The entire Christmas lights system works around xLights, the program that controls the animations.  You upload a picture of your house, then tell xLights what kinds of lights you have and how they are arranged on the house.  You create animations on the lights using a simple, drag & drop system that makes animating easy!  

After creating your animations with xLights, the program communicates to your lights via standard Ethernet network cables.  The language that communicates the bulb color changes is called DMX.  

The beauty of this system is that you do not have to buy expensive, DMX-lights or DMX light controllers.  Instead, you can purchase off-the-shelf Christmas lights that are "hacked" to work with the DMX language that xLights uses.  Currently, these types of lights are explained on this website:

  • G.E. Color Effects (found at Lowes, Home Depot, Costco, Amazon, etc.)
  • Incandescent lights (all bulbs are the same color)
  • WS2811 multicolor lights (each bulb can be a different color)
  • RGB "lights (the entire string can be different colors, but all at once)

You connect these lights to an Arduino that has a Ethernet board on it.  The Arduino uses a special program that receives DMX commands from xLights, then tells lights to turn on and off and which colors to use.  

In summary, your computer runs xLights to playback your animations, which are sent over Ethernet cables to the Arduino microcontrollers that your strings are attached to.  

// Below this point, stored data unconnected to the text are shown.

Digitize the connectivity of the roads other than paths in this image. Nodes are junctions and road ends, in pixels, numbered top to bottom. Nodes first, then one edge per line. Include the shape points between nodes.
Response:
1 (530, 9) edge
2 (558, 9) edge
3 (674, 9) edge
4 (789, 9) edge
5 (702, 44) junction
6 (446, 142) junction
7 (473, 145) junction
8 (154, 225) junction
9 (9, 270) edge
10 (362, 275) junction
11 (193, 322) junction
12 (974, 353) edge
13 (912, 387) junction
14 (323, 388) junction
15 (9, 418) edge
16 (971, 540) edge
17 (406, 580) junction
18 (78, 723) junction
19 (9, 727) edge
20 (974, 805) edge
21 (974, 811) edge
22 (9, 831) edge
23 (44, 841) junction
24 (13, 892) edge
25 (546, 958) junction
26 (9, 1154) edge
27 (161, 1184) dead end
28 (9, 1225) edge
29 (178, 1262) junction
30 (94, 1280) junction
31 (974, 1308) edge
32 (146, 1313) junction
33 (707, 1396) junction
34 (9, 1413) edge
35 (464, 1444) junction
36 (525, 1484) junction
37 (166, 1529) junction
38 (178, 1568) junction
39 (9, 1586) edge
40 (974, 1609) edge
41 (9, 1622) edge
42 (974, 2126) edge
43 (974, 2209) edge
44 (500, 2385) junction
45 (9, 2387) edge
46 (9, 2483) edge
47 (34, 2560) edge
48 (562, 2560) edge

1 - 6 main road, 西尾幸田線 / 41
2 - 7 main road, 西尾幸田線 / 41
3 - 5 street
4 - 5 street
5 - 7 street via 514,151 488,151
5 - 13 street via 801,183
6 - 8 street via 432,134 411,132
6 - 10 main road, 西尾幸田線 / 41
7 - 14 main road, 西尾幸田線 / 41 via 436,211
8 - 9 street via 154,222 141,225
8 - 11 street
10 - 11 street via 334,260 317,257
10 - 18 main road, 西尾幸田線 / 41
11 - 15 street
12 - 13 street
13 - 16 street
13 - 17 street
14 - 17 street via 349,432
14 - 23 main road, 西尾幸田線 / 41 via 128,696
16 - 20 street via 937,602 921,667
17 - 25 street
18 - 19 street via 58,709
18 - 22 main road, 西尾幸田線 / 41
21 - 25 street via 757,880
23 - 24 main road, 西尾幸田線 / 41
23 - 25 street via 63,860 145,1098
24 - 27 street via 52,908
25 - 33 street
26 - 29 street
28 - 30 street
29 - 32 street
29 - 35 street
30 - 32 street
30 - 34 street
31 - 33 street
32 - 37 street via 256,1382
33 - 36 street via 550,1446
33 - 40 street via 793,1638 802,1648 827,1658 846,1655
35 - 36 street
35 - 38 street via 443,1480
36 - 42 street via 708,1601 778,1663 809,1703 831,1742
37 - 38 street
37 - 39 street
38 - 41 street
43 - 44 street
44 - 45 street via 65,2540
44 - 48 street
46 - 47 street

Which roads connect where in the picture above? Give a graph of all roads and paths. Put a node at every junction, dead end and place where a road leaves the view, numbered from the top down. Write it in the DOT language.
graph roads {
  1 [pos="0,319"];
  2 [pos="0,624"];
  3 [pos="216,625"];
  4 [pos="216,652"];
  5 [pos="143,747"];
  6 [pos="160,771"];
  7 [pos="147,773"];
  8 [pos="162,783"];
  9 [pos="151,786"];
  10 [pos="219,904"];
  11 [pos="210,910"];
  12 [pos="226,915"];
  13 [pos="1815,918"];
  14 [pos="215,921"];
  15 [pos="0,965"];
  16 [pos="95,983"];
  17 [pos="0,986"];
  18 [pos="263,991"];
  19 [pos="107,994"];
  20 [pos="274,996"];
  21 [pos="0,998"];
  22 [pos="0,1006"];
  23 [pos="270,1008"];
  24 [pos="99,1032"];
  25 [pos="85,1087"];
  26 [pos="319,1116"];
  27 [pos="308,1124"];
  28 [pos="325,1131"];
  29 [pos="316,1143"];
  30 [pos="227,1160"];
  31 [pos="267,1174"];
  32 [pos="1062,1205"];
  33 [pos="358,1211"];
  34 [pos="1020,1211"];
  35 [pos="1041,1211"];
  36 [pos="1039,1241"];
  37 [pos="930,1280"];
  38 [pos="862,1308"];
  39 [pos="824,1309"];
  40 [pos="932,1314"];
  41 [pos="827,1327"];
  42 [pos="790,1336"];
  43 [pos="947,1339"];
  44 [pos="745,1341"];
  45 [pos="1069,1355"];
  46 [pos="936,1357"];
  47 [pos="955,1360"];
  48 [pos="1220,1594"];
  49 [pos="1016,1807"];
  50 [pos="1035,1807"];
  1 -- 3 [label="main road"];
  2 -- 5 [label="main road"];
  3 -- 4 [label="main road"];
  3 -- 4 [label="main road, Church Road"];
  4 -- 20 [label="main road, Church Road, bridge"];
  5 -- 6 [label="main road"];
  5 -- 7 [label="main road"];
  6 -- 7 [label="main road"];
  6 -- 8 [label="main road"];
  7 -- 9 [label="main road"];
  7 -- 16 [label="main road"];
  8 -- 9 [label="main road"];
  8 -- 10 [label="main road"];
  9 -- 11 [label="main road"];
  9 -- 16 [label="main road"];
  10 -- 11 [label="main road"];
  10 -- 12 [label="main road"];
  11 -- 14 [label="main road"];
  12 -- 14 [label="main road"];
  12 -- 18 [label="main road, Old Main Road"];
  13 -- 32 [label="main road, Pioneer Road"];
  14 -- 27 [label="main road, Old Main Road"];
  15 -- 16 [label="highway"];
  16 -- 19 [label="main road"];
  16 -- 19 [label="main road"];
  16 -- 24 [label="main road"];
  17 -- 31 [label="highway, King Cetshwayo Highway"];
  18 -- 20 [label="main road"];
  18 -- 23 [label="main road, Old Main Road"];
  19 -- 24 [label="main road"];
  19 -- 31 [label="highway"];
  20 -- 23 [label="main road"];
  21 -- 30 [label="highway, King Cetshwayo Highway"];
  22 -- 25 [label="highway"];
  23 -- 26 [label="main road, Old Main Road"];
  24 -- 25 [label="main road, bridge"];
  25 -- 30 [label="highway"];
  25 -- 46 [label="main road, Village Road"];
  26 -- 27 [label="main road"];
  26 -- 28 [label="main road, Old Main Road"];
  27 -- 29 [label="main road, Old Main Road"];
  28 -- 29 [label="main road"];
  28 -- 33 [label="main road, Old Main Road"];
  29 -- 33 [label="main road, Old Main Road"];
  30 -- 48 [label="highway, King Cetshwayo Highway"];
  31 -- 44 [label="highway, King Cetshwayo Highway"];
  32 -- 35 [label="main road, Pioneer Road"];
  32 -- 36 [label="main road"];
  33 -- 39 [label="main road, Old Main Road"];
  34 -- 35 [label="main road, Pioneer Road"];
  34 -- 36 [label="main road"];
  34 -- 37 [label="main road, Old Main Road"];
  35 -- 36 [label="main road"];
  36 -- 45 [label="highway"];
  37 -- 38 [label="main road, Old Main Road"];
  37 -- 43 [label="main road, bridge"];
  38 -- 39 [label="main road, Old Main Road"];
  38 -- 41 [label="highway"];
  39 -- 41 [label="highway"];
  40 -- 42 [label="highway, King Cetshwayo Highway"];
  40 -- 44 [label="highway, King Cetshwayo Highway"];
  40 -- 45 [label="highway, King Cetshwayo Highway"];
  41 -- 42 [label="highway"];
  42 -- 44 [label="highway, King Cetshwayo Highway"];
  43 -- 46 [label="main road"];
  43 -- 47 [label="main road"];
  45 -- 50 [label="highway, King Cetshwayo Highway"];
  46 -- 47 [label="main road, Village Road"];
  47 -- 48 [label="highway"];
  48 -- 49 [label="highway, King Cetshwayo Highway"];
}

If that's all that you want to do, you'll have a Christmas lights show that shows fantastic animations that includes different kinds of lights.  

But, you can do even more!  You can save your xLights animation as a recording that can be saved to a low-cost, low-power Raspberry Pi microcomputer using a free program called Falcon Player.  This is handy because you don't need to leave your computer running all night to control the light show; the Raspberry Pi can take care of that.  

Falcon Player also makes it possible to allow Internet control of your lights, if you like.  You can setup a webpage so that people clicking buttons can change the animations played on your house.  To allow people to see your Christmas lights from the Internet, a second Raspberry Pi is placed into a dummy security camera, making it a low-cost and flexible streaming outdoor webcam.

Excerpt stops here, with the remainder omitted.